Fourth Question: How can we resist this temptation to be a Christian moralist?

The fourth question. How can we resist this temptation to be a Christian moralist? How will we do this? This is what the ancient spiritual writers talked about? They called this the recollected heart. To recollect the heart. The recollected heart. Back into the central truths and realities of the Christian life. The central truths, especially as we see in Paul, is that now I am in Christ and Christ is in me. 

This is the very heart of the gospel. And so I’m just going to do this quickly. And this isn’t in your notes, so you’ll have to write this. But what I want to do by the Spirit is I want to open deeply to what the cross has done. And that’s what Paul meant by being in Christ. And I want to open deeply now to the Spirit – and that’s Christ in me.

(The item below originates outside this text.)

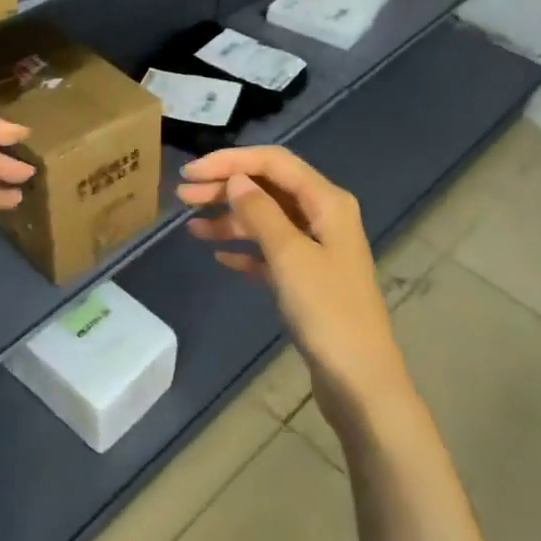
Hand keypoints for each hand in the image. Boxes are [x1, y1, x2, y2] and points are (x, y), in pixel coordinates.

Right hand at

And so first, what does it mean to open to the cross? To open to what he did on that cross. Let me just read 2 Corinthians 5:21 to you. This is 2 Corinthians 5:21: “He made him who knew no sin” – He, this is the Father, made Jesus who knew no sin – “to become sin on our behalf, that we might become the righteousness of God.” Now, in that statement is hid our whole doctrine of what we call justification by faith. Now I want to talk about that just briefly. And I want to bring up something – again this is a little theology here – this is an idea of what is called the double imputation.

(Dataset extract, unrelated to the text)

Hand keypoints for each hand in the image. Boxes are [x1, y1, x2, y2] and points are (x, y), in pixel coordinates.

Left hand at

The first time I heard that I thought, “That sounds exciting.” The double imputation. Some theologian thought that up at night and he wasn’t thinking of that being very exciting. But here’s what the double imputation doctrine is: to impute means to reckon. To impute means to set to somebody’s account and what we see in 2 Corinthians 5, in this doctrine of justification by faith, there were two imputations. 

There were two where God set something to somebody’s account and the first one is this: When Jesus was on the cross – and you all know this – when Jesus was on the cross all of my sin was imputed to him. All of my sin: past, present, future, everything. In Galatians 3:13 it says while Jesus was on the cross he became a curse, so that we would be redeemed from the curse of the law. And so the first imputation is that here, me, a sinner, God somehow to Christ, who knew no sin, he took all of my sin, all of your sin, so that the Son, the Son of God became sin. He became sin who knew no sin. 

And as a result for me, it’s pardoned. That’s Romans 8:1. There is no condemnation. There is no condemnation on you anymore. You are not guilty anymore, because Christ took all of that. Well, now what I want to do by the Spirit is I want to deeply meditate on that truth that if there’s no condemnation - “God, if that is really true.” If God looks at me and says, “John, everything that you’ve done wrong. Everything that you’ll do wrong. It was on my Son. You are pardoned.”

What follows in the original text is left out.